§ **DATASET EXCERPTS**:
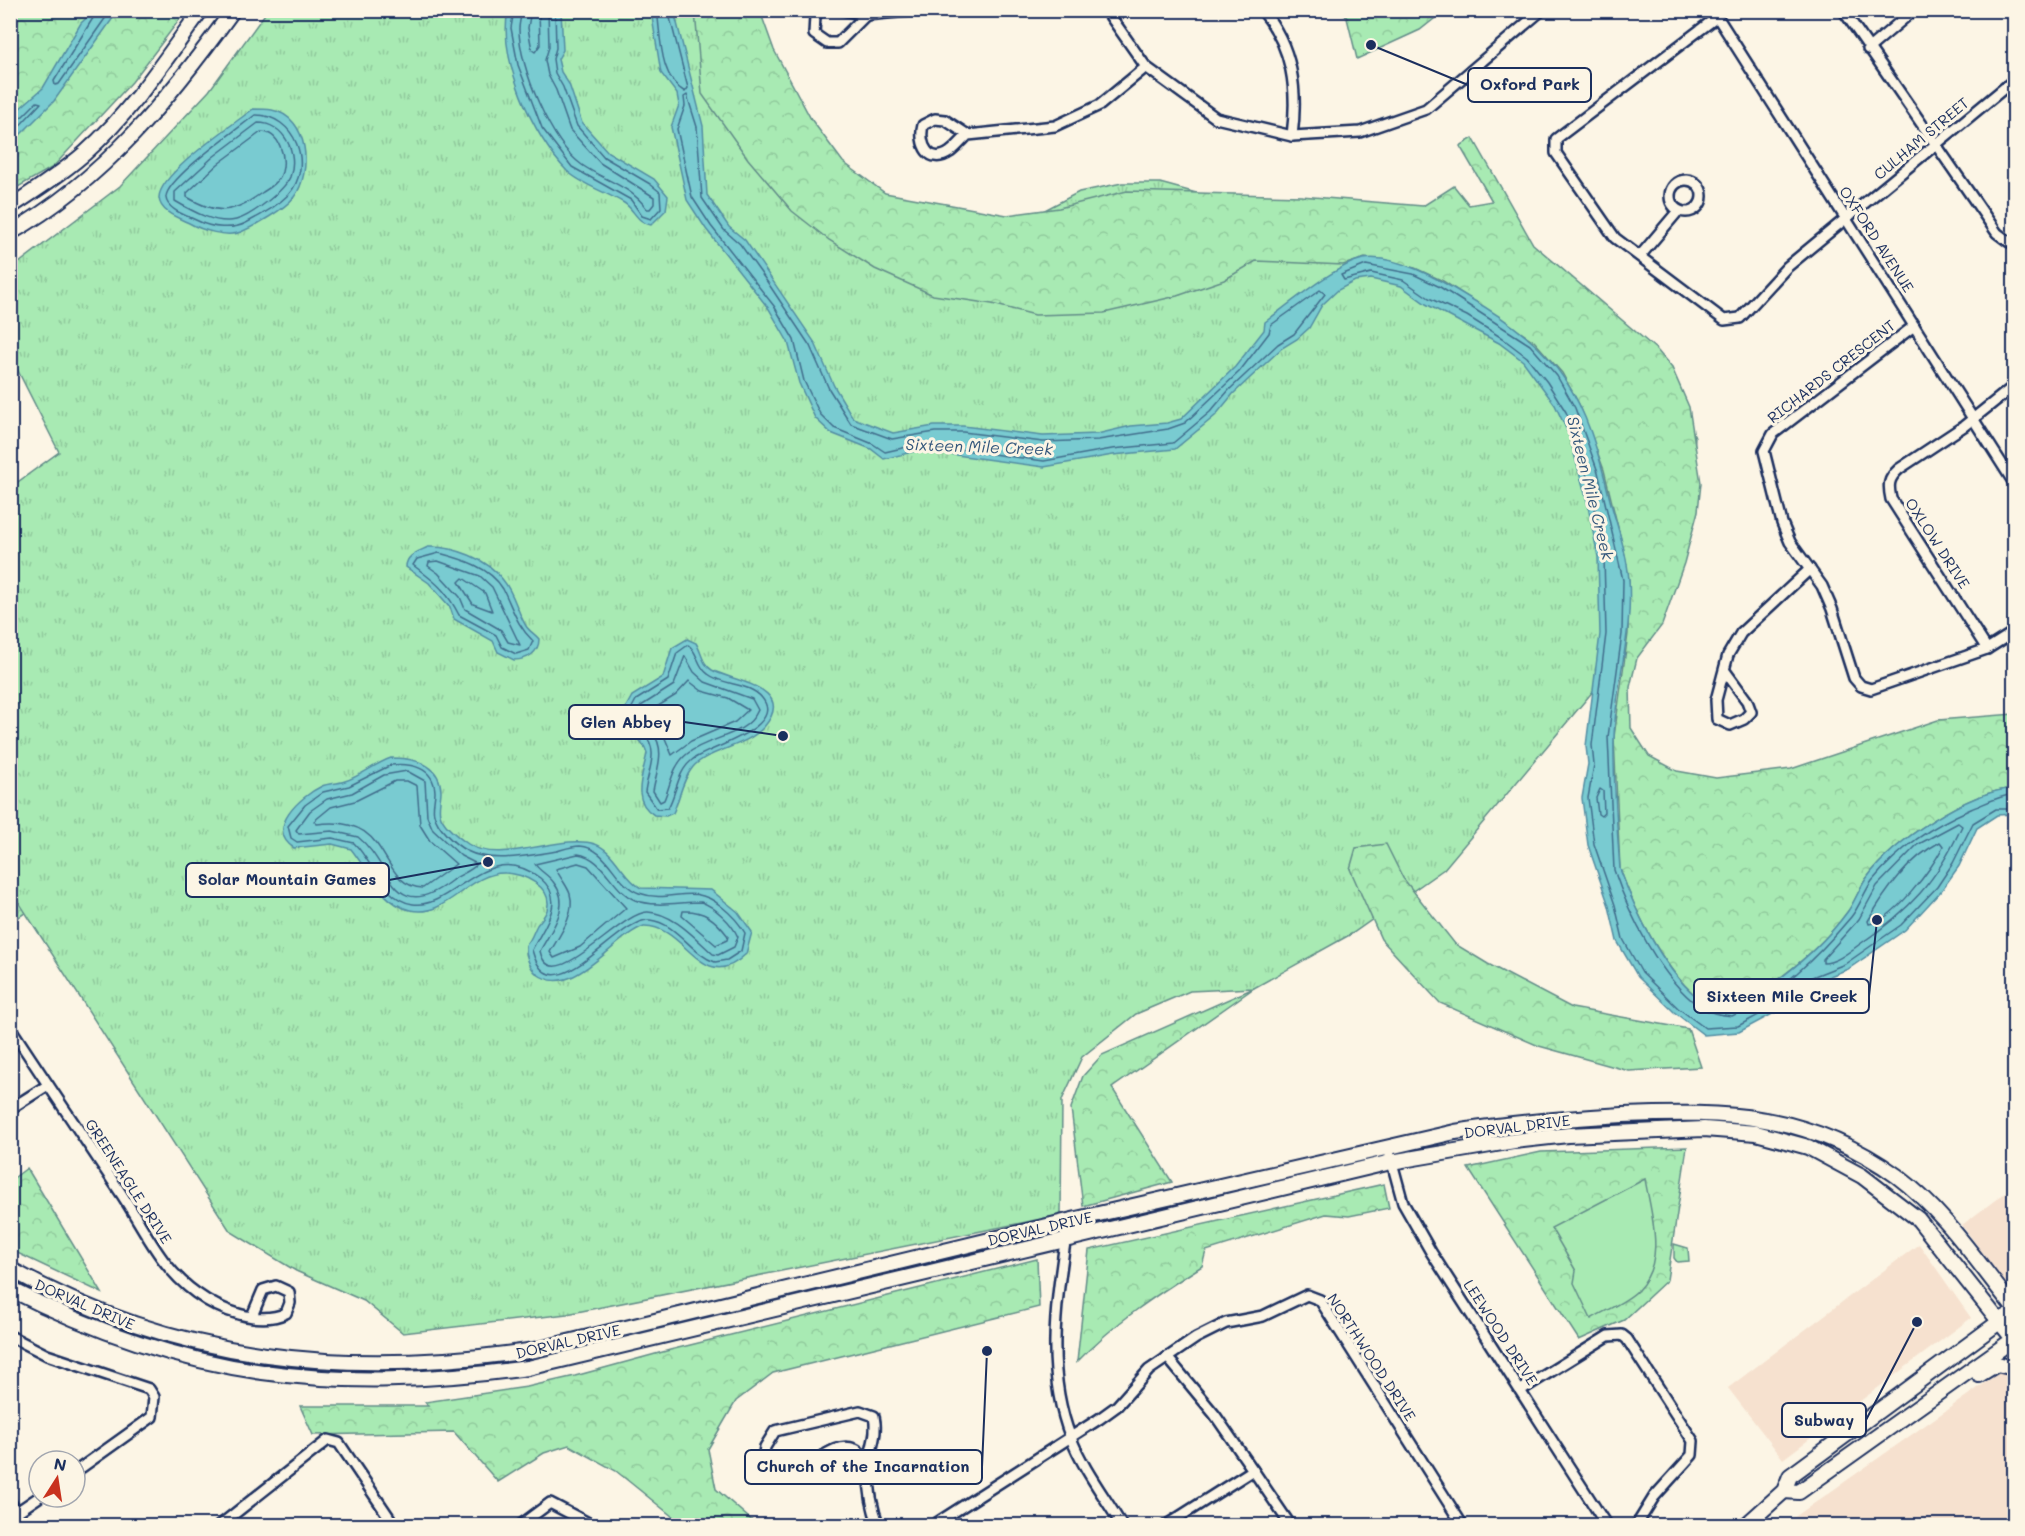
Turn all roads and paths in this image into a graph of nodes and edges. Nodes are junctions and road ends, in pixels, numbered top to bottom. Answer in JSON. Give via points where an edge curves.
{"nodes":[{"id":1,"x":201,"y":10,"type":"edge"},
{"id":2,"x":232,"y":10,"type":"edge"},
{"id":3,"x":821,"y":10,"type":"edge"},
{"id":4,"x":843,"y":10,"type":"edge"},
{"id":5,"x":920,"y":10,"type":"edge"},
{"id":6,"x":1106,"y":10,"type":"edge"},
{"id":7,"x":1262,"y":10,"type":"edge"},
{"id":8,"x":1542,"y":10,"type":"edge"},
{"id":9,"x":1843,"y":10,"type":"edge"},
{"id":10,"x":1914,"y":10,"type":"edge"},
{"id":11,"x":1715,"y":14,"type":"edge"},
{"id":12,"x":867,"y":15,"type":"junction"},
{"id":13,"x":1868,"y":49,"type":"junction"},
{"id":14,"x":1146,"y":67,"type":"junction"},
{"id":15,"x":2014,"y":80,"type":"edge"},
{"id":16,"x":968,"y":135,"type":"junction"},
{"id":17,"x":1292,"y":136,"type":"junction"},
{"id":18,"x":1937,"y":144,"type":"junction"},
{"id":19,"x":10,"y":207,"type":"edge"},
{"id":20,"x":1678,"y":211,"type":"dead end"},
{"id":21,"x":1847,"y":220,"type":"junction"},
{"id":22,"x":10,"y":233,"type":"edge"},
{"id":23,"x":2014,"y":240,"type":"edge"},
{"id":24,"x":1640,"y":256,"type":"junction"},
{"id":25,"x":1914,"y":326,"type":"junction"},
{"id":26,"x":2014,"y":386,"type":"edge"},
{"id":27,"x":1973,"y":419,"type":"junction"},
{"id":28,"x":2014,"y":483,"type":"edge"},
{"id":29,"x":1809,"y":569,"type":"junction"},
{"id":30,"x":2014,"y":632,"type":"edge"},
{"id":31,"x":1987,"y":649,"type":"junction"},
{"id":32,"x":1725,"y":670,"type":"junction"},
{"id":33,"x":10,"y":1028,"type":"edge"},
{"id":34,"x":48,"y":1085,"type":"junction"},
{"id":35,"x":10,"y":1109,"type":"edge"},
{"id":36,"x":1388,"y":1148,"type":"junction"},
{"id":37,"x":1391,"y":1162,"type":"junction"},
{"id":38,"x":1068,"y":1221,"type":"junction"},
{"id":39,"x":1065,"y":1239,"type":"junction"},
{"id":40,"x":10,"y":1269,"type":"edge"},
{"id":41,"x":10,"y":1289,"type":"edge"},
{"id":42,"x":2014,"y":1309,"type":"edge"},
{"id":43,"x":252,"y":1316,"type":"junction"},
{"id":44,"x":2000,"y":1321,"type":"junction"},
{"id":45,"x":10,"y":1336,"type":"edge"},
{"id":46,"x":2014,"y":1339,"type":"edge"},
{"id":47,"x":1167,"y":1357,"type":"junction"},
{"id":48,"x":2014,"y":1368,"type":"edge"},
{"id":49,"x":1956,"y":1380,"type":"junction"},
{"id":50,"x":1521,"y":1390,"type":"junction"},
{"id":51,"x":1071,"y":1437,"type":"junction"},
{"id":52,"x":869,"y":1462,"type":"junction"},
{"id":53,"x":87,"y":1463,"type":"edge"},
{"id":54,"x":1253,"y":1470,"type":"junction"},
{"id":55,"x":1784,"y":1491,"type":"junction"},
{"id":56,"x":10,"y":1501,"type":"edge"},
{"id":57,"x":27,"y":1505,"type":"edge"},
{"id":58,"x":17,"y":1512,"type":"junction"},
{"id":59,"x":23,"y":1526,"type":"edge"},
{"id":60,"x":219,"y":1526,"type":"edge"},
{"id":61,"x":395,"y":1526,"type":"edge"},
{"id":62,"x":519,"y":1526,"type":"edge"},
{"id":63,"x":594,"y":1526,"type":"edge"},
{"id":64,"x":879,"y":1526,"type":"edge"},
{"id":65,"x":932,"y":1526,"type":"edge"},
{"id":66,"x":1122,"y":1526,"type":"edge"},
{"id":67,"x":1165,"y":1526,"type":"edge"},
{"id":68,"x":1291,"y":1526,"type":"edge"},
{"id":69,"x":1463,"y":1526,"type":"edge"},
{"id":70,"x":1606,"y":1526,"type":"edge"},
{"id":71,"x":1636,"y":1526,"type":"edge"},
{"id":72,"x":1745,"y":1526,"type":"edge"}],
"edges":[{"from":1,"to":19,"type":"main road","via":[[114,124],[85,152]]},
{"from":2,"to":22,"type":"main road","via":[[168,96],[103,167]]},
{"from":3,"to":12,"type":"street","via":[[815,16],[814,34],[827,43],[838,43]]},
{"from":4,"to":12,"type":"street"},
{"from":5,"to":12,"type":"street"},
{"from":6,"to":14,"type":"street"},
{"from":7,"to":17,"type":"street","via":[[1288,52],[1295,108]]},
{"from":8,"to":17,"type":"street","via":[[1426,109],[1360,132]]},
{"from":9,"to":13,"type":"street"},
{"from":10,"to":13,"type":"street"},
{"from":11,"to":21,"type":"street","name":"OXFORD AVENUE"},
{"from":11,"to":24,"type":"street","via":[[1556,139],[1556,153],[1615,238]]},
{"from":13,"to":18,"type":"street"},
{"from":14,"to":16,"type":"street","via":[[1100,105],[1055,126]]},
{"from":14,"to":17,"type":"street","via":[[1216,118]]},
{"from":15,"to":18,"type":"street","name":"CULHAM STREET"},
{"from":16,"to":16,"type":"street","via":[[945,120],[935,119],[923,125],[920,136],[928,153],[939,156],[950,152]]},
{"from":18,"to":21,"type":"street","name":"CULHAM STREET"},
{"from":18,"to":23,"type":"street","via":[[1997,233],[2009,242]]},
{"from":20,"to":24,"type":"street"},
{"from":21,"to":24,"type":"street","name":"CULHAM STREET","via":[[1787,267],[1740,318],[1732,321],[1724,320]]},
{"from":21,"to":25,"type":"street","name":"OXFORD AVENUE"},
{"from":25,"to":27,"type":"street","name":"OXFORD AVENUE"},
{"from":25,"to":29,"type":"street","name":"RICHARDS CRESCENT","via":[[1773,434],[1764,451],[1782,522],[1790,542]]},
{"from":26,"to":27,"type":"street","name":"OXLOW DRIVE"},
{"from":27,"to":28,"type":"street","name":"OXFORD AVENUE"},
{"from":27,"to":31,"type":"street","name":"OXLOW DRIVE","via":[[1899,469],[1888,485],[1891,499]]},
{"from":29,"to":31,"type":"street","name":"RICHARDS CRESCENT","via":[[1822,586],[1850,669],[1861,686],[1871,689]]},
{"from":29,"to":32,"type":"street","via":[[1741,633],[1728,655]]},
{"from":30,"to":31,"type":"street","name":"RICHARDS CRESCENT"},
{"from":32,"to":32,"type":"street","via":[[1716,700],[1717,719],[1730,725],[1751,712]]},
{"from":33,"to":34,"type":"street","name":"GREENEAGLE DRIVE"},
{"from":34,"to":35,"type":"street"},
{"from":34,"to":43,"type":"street","name":"GREENEAGLE DRIVE","via":[[160,1258],[194,1293],[215,1305]]},
{"from":36,"to":37,"type":"street","name":"LEEWOOD DRIVE"},
{"from":36,"to":38,"type":"main road","name":"DORVAL DRIVE"},
{"from":36,"to":42,"type":"main road","name":"DORVAL DRIVE","via":[[1502,1124],[1591,1117],[1714,1113],[1790,1124],[1836,1141],[1904,1182],[1971,1249]]},
{"from":37,"to":39,"type":"main road","name":"DORVAL DRIVE"},
{"from":37,"to":44,"type":"main road","name":"DORVAL DRIVE","via":[[1514,1140],[1568,1135],[1704,1129],[1756,1133],[1787,1141],[1820,1152],[1903,1206],[1933,1235]]},
{"from":37,"to":50,"type":"street","name":"LEEWOOD DRIVE","via":[[1403,1203]]},
{"from":38,"to":39,"type":"street"},
{"from":38,"to":40,"type":"main road","name":"DORVAL DRIVE","via":[[535,1350],[424,1363],[337,1363],[218,1347],[169,1335],[86,1306]]},
{"from":39,"to":41,"type":"main road","name":"DORVAL DRIVE","via":[[528,1368],[420,1380],[304,1378],[209,1363],[149,1348],[59,1314]]},
{"from":39,"to":51,"type":"street","via":[[1053,1365]]},
{"from":42,"to":44,"type":"main road"},
{"from":43,"to":43,"type":"street","name":"GREENEAGLE DRIVE","via":[[274,1318],[286,1313],[289,1292],[276,1286],[263,1290]]},
{"from":44,"to":46,"type":"main road","name":"DORVAL DRIVE"},
{"from":44,"to":55,"type":"main road","via":[[1797,1470]]},
{"from":45,"to":53,"type":"street","via":[[47,1355],[149,1389],[154,1397],[152,1416]]},
{"from":46,"to":49,"type":"main road"},
{"from":47,"to":51,"type":"street","name":"NORTHWOOD DRIVE","via":[[1149,1370],[1117,1406]]},
{"from":47,"to":54,"type":"street","via":[[1215,1415]]},
{"from":47,"to":69,"type":"street","name":"NORTHWOOD DRIVE","via":[[1219,1326],[1263,1316],[1307,1295],[1320,1300]]},
{"from":48,"to":49,"type":"main road","via":[[1997,1364],[1977,1376]]},
{"from":49,"to":55,"type":"main road","via":[[1799,1492]]},
{"from":50,"to":70,"type":"street","name":"LEEWOOD DRIVE"},
{"from":50,"to":71,"type":"street","via":[[1608,1336],[1623,1335],[1627,1339],[1694,1447],[1688,1461],[1654,1497]]},
{"from":51,"to":65,"type":"street","name":"NORTHWOOD DRIVE"},
{"from":51,"to":66,"type":"street"},
{"from":52,"to":52,"type":"street","via":[[856,1449],[843,1448],[786,1473],[771,1470],[763,1459],[775,1431],[860,1411],[874,1416],[877,1429]]},
{"from":52,"to":64,"type":"street","via":[[869,1492]]},
{"from":54,"to":67,"type":"street"},
{"from":54,"to":68,"type":"street"},
{"from":55,"to":72,"type":"main road"},
{"from":56,"to":58,"type":"street"},
{"from":57,"to":58,"type":"street"},
{"from":58,"to":59,"type":"street"},
{"from":60,"to":61,"type":"street","via":[[328,1440],[339,1443]]},
{"from":62,"to":63,"type":"street","via":[[550,1503]]}]}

§ **EXERCISE PROMPT**: When a line of the data above holds the string "RICHARDS", count it, and reply with the resulting number only.

§ **WRITTEN SOLUTION**: 3